CI Publish Containers

This directory contains Docker container configurations for LSP servers and a registry system for managing server versions. All images are built and verified with basic runtime tests, and are optimized for minimal size using multi-stage builds and lean base images.

Features

  • Verified & Tested: Every image undergoes automated build and basic runtime testing.
  • Size Optimized: We utilize multi-stage builds and minimal base images to ensure the smallest possible footprint.

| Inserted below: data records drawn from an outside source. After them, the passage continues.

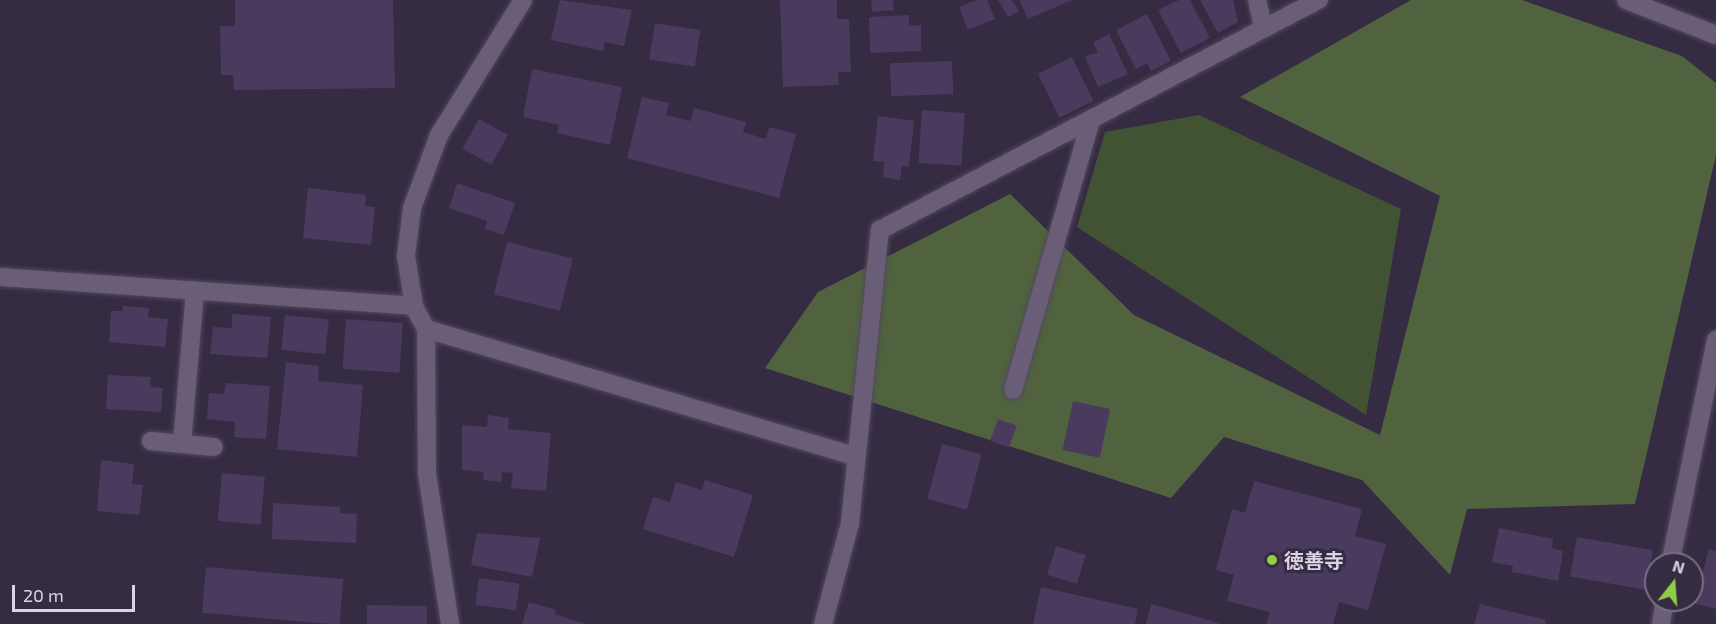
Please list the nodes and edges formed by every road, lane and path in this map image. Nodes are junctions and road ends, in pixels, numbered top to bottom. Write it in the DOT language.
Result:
graph roads {
  1 [pos="523,0"];
  2 [pos="1257,0"];
  3 [pos="1319,0"];
  4 [pos="1626,0"];
  5 [pos="1263,27"];
  6 [pos="1716,35"];
  7 [pos="1090,124"];
  8 [pos="0,277"];
  9 [pos="195,291"];
  10 [pos="414,306"];
  11 [pos="426,329"];
  12 [pos="1716,340"];
  13 [pos="1014,390"];
  14 [pos="151,441"];
  15 [pos="182,443"];
  16 [pos="214,447"];
  17 [pos="855,456"];
  18 [pos="1672,552"];
  19 [pos="450,624"];
  20 [pos="823,624"];
  1 -- 10 [label="street"];
  2 -- 5 [label="street"];
  3 -- 5 [label="street"];
  4 -- 6 [label="street"];
  5 -- 7 [label="street"];
  7 -- 13 [label="street"];
  7 -- 17 [label="street"];
  8 -- 9 [label="street"];
  9 -- 10 [label="street"];
  9 -- 15 [label="street"];
  10 -- 11 [label="street"];
  11 -- 17 [label="street"];
  11 -- 19 [label="street"];
  12 -- 18 [label="street"];
  14 -- 15 [label="street"];
  15 -- 16 [label="street"];
  17 -- 20 [label="street"];
}
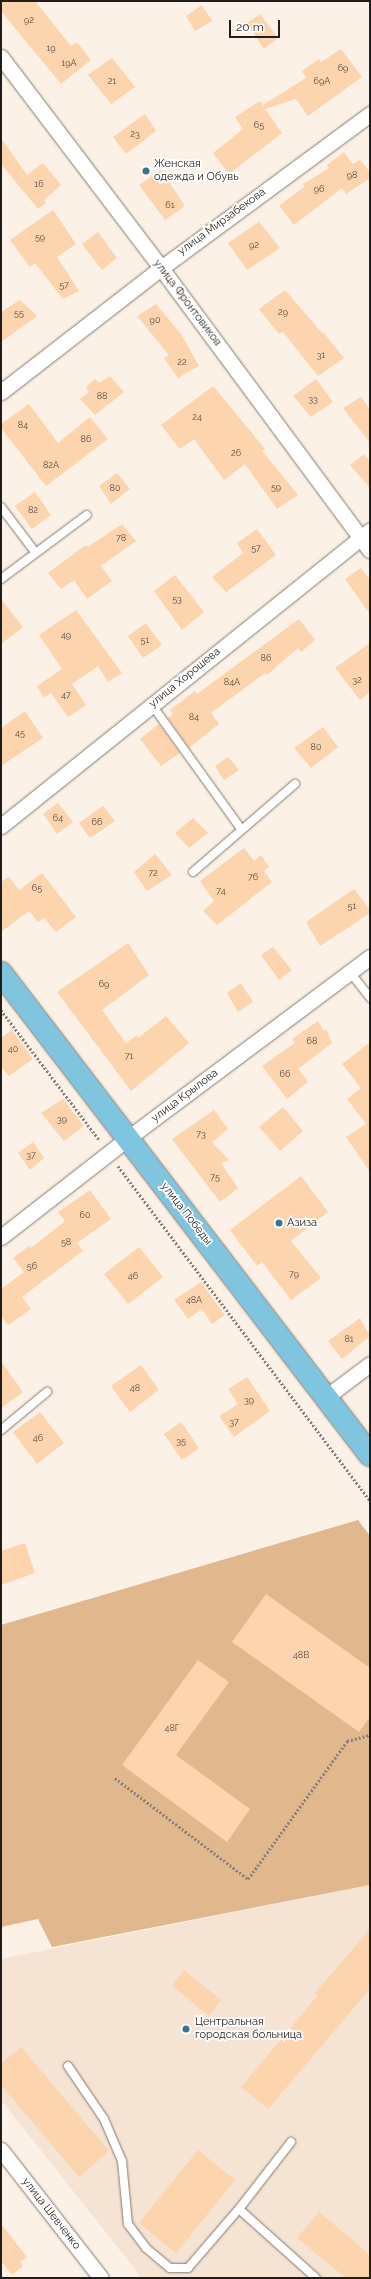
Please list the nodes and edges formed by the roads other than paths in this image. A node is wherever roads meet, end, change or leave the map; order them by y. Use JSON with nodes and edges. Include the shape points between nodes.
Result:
{"nodes":[{"id":1,"x":1,"y":57,"type":"edge"},
{"id":2,"x":370,"y":114,"type":"edge"},
{"id":3,"x":161,"y":268,"type":"junction"},
{"id":4,"x":1,"y":392,"type":"edge"},
{"id":5,"x":1,"y":507,"type":"edge"},
{"id":6,"x":87,"y":515,"type":"dead end"},
{"id":7,"x":365,"y":533,"type":"edge"},
{"id":8,"x":370,"y":550,"type":"edge"},
{"id":9,"x":35,"y":552,"type":"junction"},
{"id":10,"x":1,"y":579,"type":"edge"},
{"id":11,"x":152,"y":705,"type":"junction"},
{"id":12,"x":295,"y":784,"type":"dead end"},
{"id":13,"x":1,"y":826,"type":"edge"},
{"id":14,"x":241,"y":829,"type":"junction"},
{"id":15,"x":193,"y":872,"type":"dead end"},
{"id":16,"x":370,"y":957,"type":"edge"},
{"id":17,"x":1,"y":967,"type":"edge"},
{"id":18,"x":350,"y":972,"type":"junction"},
{"id":19,"x":1,"y":973,"type":"edge"},
{"id":20,"x":370,"y":998,"type":"edge"},
{"id":21,"x":130,"y":1137,"type":"junction"},
{"id":22,"x":1,"y":1237,"type":"edge"},
{"id":23,"x":370,"y":1364,"type":"edge"},
{"id":24,"x":47,"y":1392,"type":"dead end"},
{"id":25,"x":330,"y":1394,"type":"junction"},
{"id":26,"x":2,"y":1426,"type":"edge"},
{"id":27,"x":370,"y":1449,"type":"edge"},
{"id":28,"x":370,"y":1455,"type":"edge"},
{"id":29,"x":68,"y":2066,"type":"dead end"},
{"id":30,"x":291,"y":2142,"type":"dead end"},
{"id":31,"x":1,"y":2150,"type":"edge"},
{"id":32,"x":239,"y":2209,"type":"junction"},
{"id":33,"x":100,"y":2278,"type":"edge"},
{"id":34,"x":316,"y":2278,"type":"edge"}],
"edges":[{"from":1,"to":3,"type":"street","name":"улица Фронтовиков"},
{"from":2,"to":3,"type":"street","name":"улица Мирзабекова"},
{"from":3,"to":4,"type":"street","name":"улица Мирзабекова"},
{"from":3,"to":7,"type":"street","name":"улица Фронтовиков"},
{"from":5,"to":9,"type":"lane"},
{"from":6,"to":9,"type":"lane"},
{"from":7,"to":8,"type":"street","name":"улица Фронтовиков"},
{"from":7,"to":11,"type":"street","name":"улица Хорошева"},
{"from":9,"to":10,"type":"lane"},
{"from":11,"to":13,"type":"street","name":"улица Хорошева"},
{"from":11,"to":14,"type":"lane"},
{"from":12,"to":14,"type":"lane"},
{"from":14,"to":15,"type":"lane"},
{"from":16,"to":18,"type":"street","name":"улица Крылова"},
{"from":17,"to":21,"type":"main road","name":"улица Победы"},
{"from":18,"to":20,"type":"lane"},
{"from":18,"to":21,"type":"street","name":"улица Крылова"},
{"from":19,"to":21,"type":"main road","name":"улица Победы"},
{"from":21,"to":22,"type":"street","name":"улица Крылова"},
{"from":21,"to":25,"type":"main road","name":"улица Победы"},
{"from":21,"to":28,"type":"main road","name":"улица Победы"},
{"from":23,"to":25,"type":"street"},
{"from":24,"to":26,"type":"lane"},
{"from":25,"to":27,"type":"main road","name":"улица Победы"},
{"from":29,"to":32,"type":"lane","via":[[104,2119],[122,2161],[128,2224],[146,2248],[170,2268],[188,2268]]},
{"from":30,"to":32,"type":"lane"},
{"from":31,"to":33,"type":"street","name":"улица Шевченко"},
{"from":32,"to":34,"type":"lane"}]}
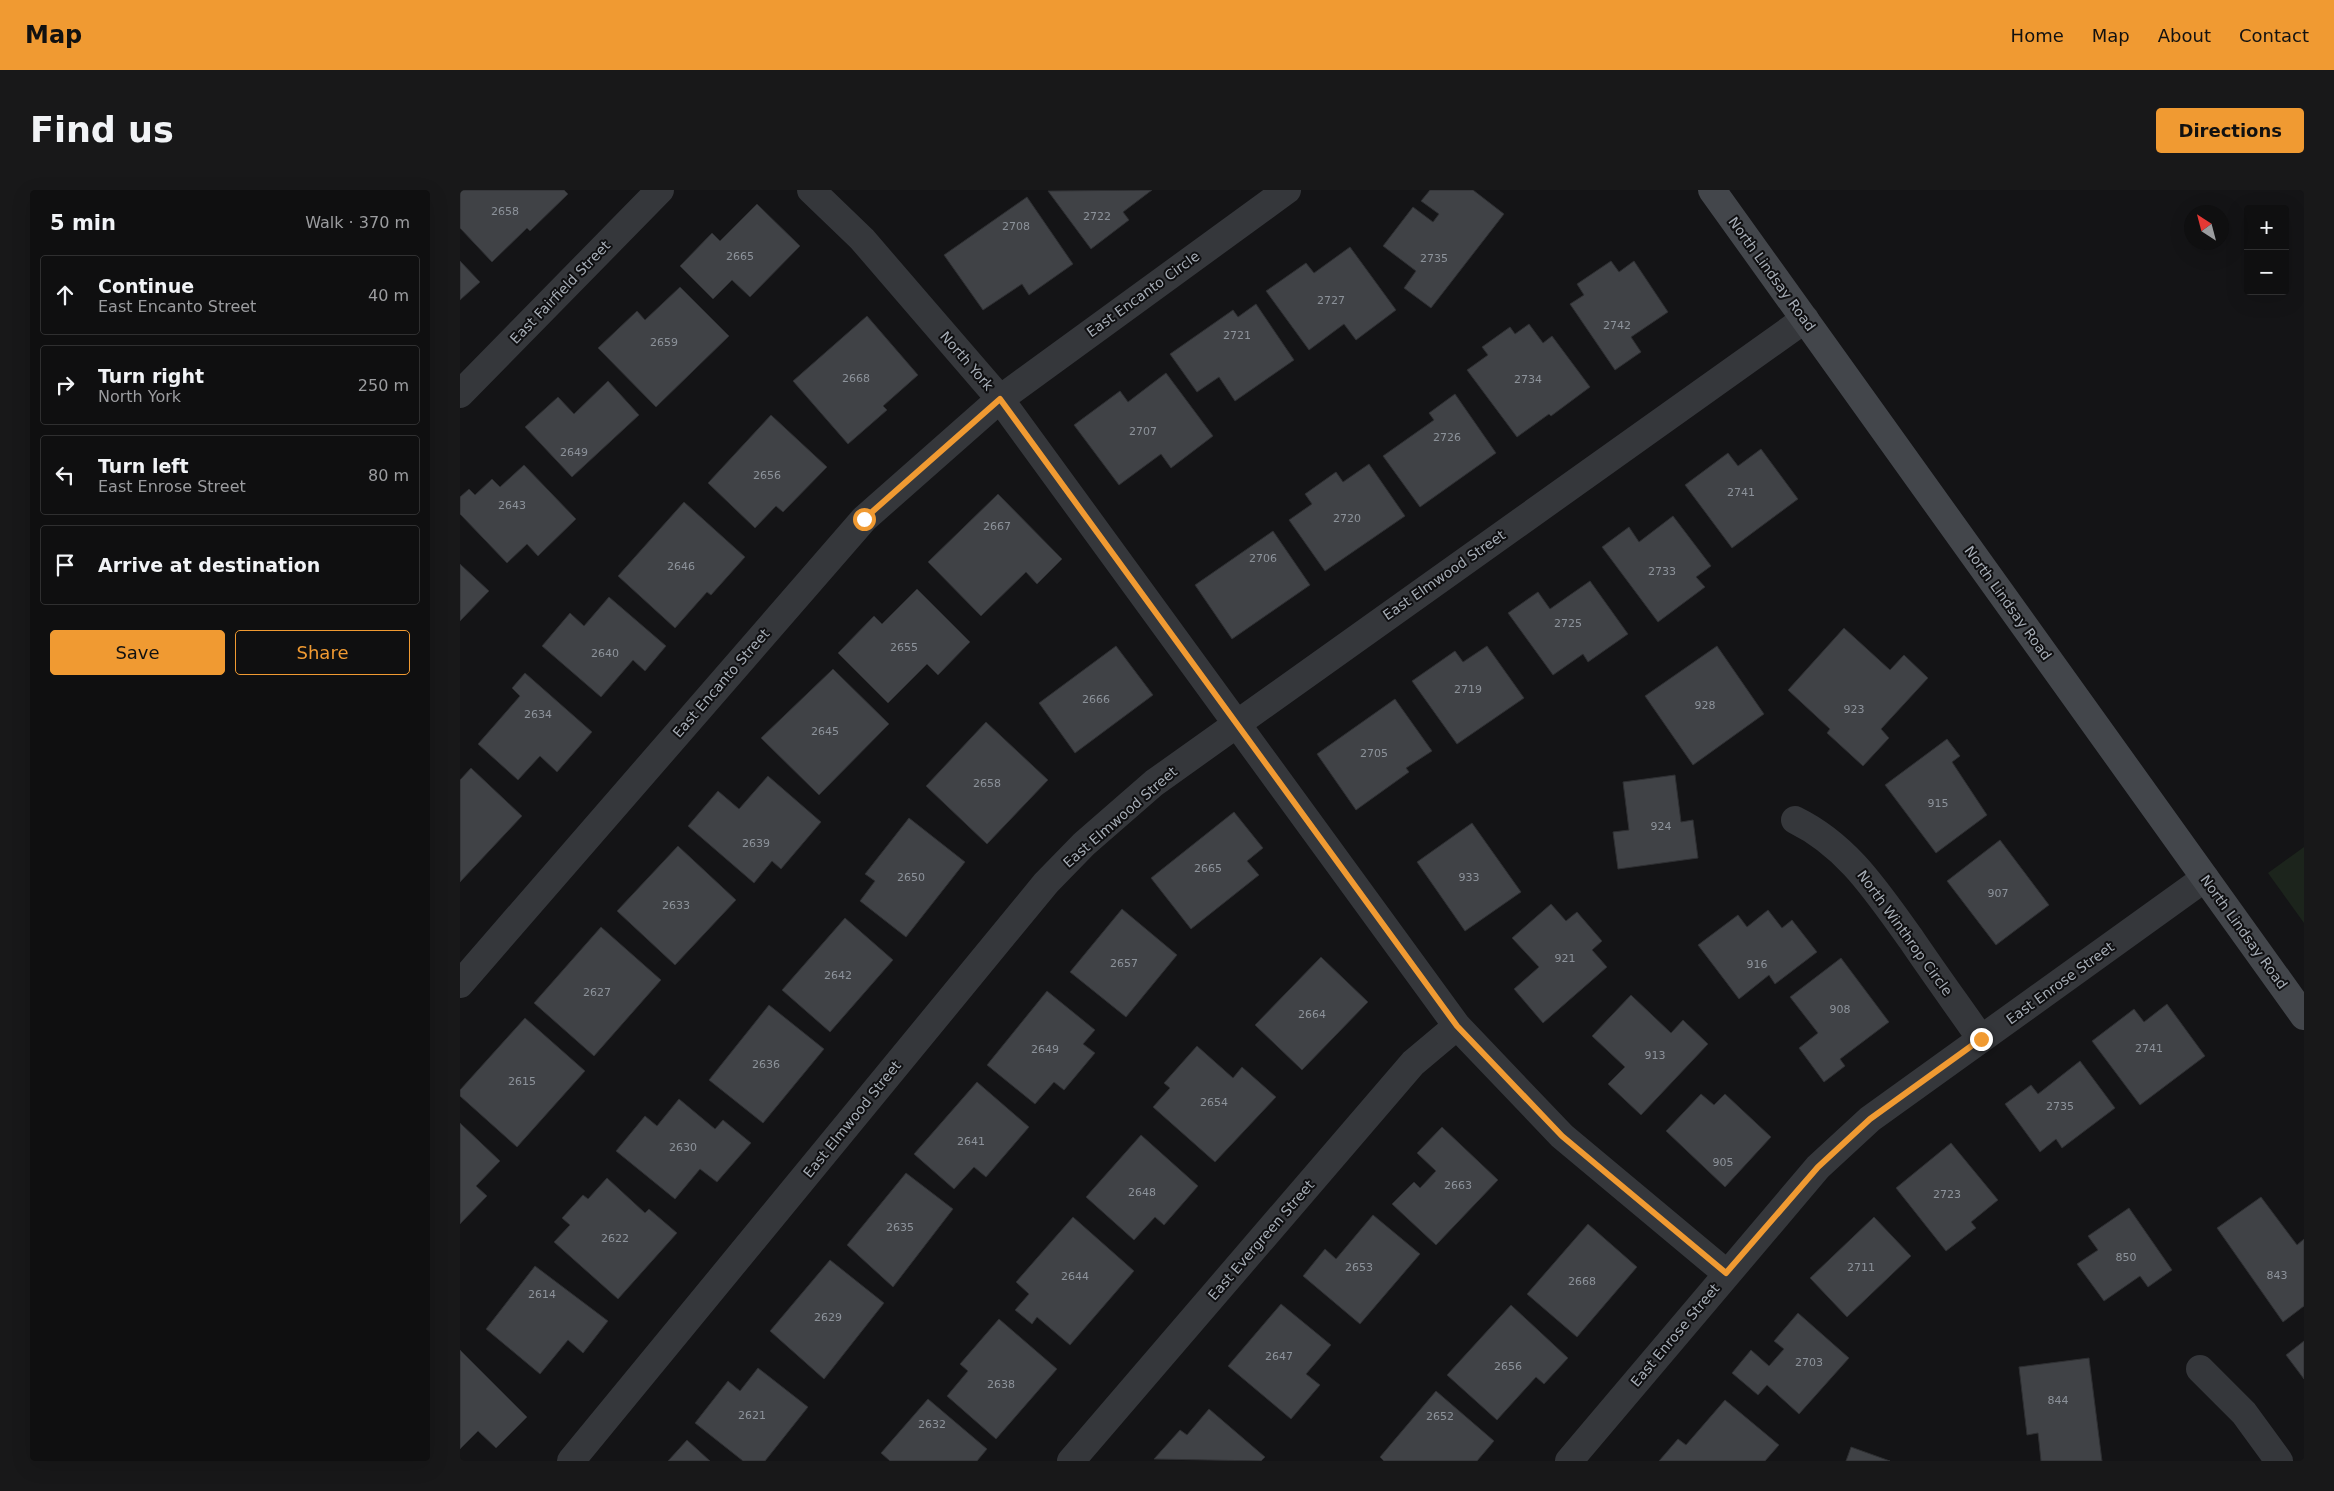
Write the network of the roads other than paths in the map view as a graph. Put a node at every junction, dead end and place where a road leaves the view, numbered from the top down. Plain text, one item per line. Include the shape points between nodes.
1 (660, 190) edge
2 (811, 190) edge
3 (1287, 190) edge
4 (1712, 190) edge
5 (1805, 319) junction
6 (460, 394) edge
7 (1000, 399) junction
8 (1238, 722) junction
9 (1794, 820) dead end
10 (2205, 878) junction
11 (460, 984) edge
12 (2304, 1016) edge
13 (1457, 1026) junction
14 (1981, 1039) junction
15 (1726, 1273) junction
16 (2200, 1369) dead end
17 (571, 1461) edge
18 (1071, 1461) edge
19 (1569, 1461) edge
20 (2279, 1461) edge

1 - 6 street, East Fairfield Street
2 - 7 street, North York via 862,239
3 - 7 street, East Encanto Circle
4 - 5 main road, North Lindsay Road
5 - 8 street, East Elmwood Street
5 - 10 main road, North Lindsay Road
7 - 8 street, North York
7 - 11 street, East Encanto Street via 864,519
8 - 13 street, North York
8 - 17 street, East Elmwood Street via 1154,783 1084,844 1046,883
9 - 14 street, North Winthrop Circle via 1833,844 1866,877
10 - 12 main road, North Lindsay Road
10 - 14 street, East Enrose Street
13 - 15 street, North York via 1562,1136
13 - 18 street, East Evergreen Street via 1413,1063
14 - 15 street, East Enrose Street via 1870,1119 1818,1167
15 - 19 street, East Enrose Street
16 - 20 street via 2244,1413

See IMAGE_OPTIMIZATION.md for detailed optimization strategies.

Directory Structure

container/
├── registry.toml              # Server registry configuration
├── registry.schema.json       # JSON schema for registry validation
├── IMAGE_OPTIMIZATION.md      # Image size optimization guide
└── <server-name>/             # Individual server configurations
    └── ContainerFile          # Docker container build instructions

Adding a New LSP Server

To add a new LSP server, you need to:

  1. Create a directory for the server
  2. Create a ContainerFile with build instructions
  3. Register the server in registry.toml

Step 1: Create Server Directory and ContainerFile

Create a new directory with the server name and add a ContainerFile:

# Example ContainerFile for a Node.js based LSP server
ARG VERSION=1.0.0
FROM docker.io/library/node:22-slim AS builder
ARG VERSION
RUN npm install -g <package-name>@${VERSION}

FROM docker.io/library/node:22-slim
ARG VERSION
LABEL org.opencontainers.image.version="${VERSION}"
COPY --from=builder /usr/local/lib/node_modules /usr/local/lib/node_modules
COPY --from=builder /usr/local/bin/<binary-name> /usr/local/bin/<binary-name>

WORKDIR /workspace
ENTRYPOINT ["<binary-name>", "--stdio"]

Key points:

  • Use multi-stage builds to minimize final image size
  • Define ARG VERSION for version management
  • Set appropriate labels for metadata
  • Use --stdio for LSP protocol communication
  • Ensure the ENTRYPOINT runs the language server

Step 2: Register in Registry

Add an entry to registry.toml:

[server-name]
type = "npm"        # or "pypi", "github", "custom"
package = "package-name"  # for npm/pypi
repo = "owner/repo"       # for github
strip_v = true      # optional, remove 'v' prefix from github releases

Registry Types

npm: For Node.js packages

[typescript]
type = "npm"
package = "typescript-language-server"

pypi: For Python packages

[pyrefly]
type = "pypi"
package = "pyrefly"

github: For GitHub releases

[rust-analyzer]
type = "github"
repo = "rust-lang/rust-analyzer"

[deno]
type = "github"
repo = "denoland/deno"
strip_v = true  # Remove 'v' prefix from version tags

custom: For custom version checking commands

[custom-server]
type = "custom"
command = "curl -s https://api.example.com/version | jq -r .version"

Step 3: Build and Test

The CI system will automatically:

  1. Check for new versions using the registry configuration
  2. Build containers when versions change
  3. Push images to the registry

To manually test:

# Build container (works with both Docker and Podman)
# Podman will automatically pick up 'ContainerFile'
docker build -f container/<server-name>/ContainerFile -t lsp/<server-name>:latest .
# or
podman build -t lsp/<server-name>:latest container/<server-name>/

# Test the container
docker run --rm lsp/<server-name>:latest --version

Version Management

Versions are automatically updated via the update_containers.yml GitHub workflow:

  1. scripts/server_versions.py reads registry.toml and fetches latest versions
  2. Updates ContainerFile ARG VERSION values
  3. Builds and pushes new container images
  4. Commits version updates back to the repository

The workflow runs weekly or can be triggered manually with the "force" option.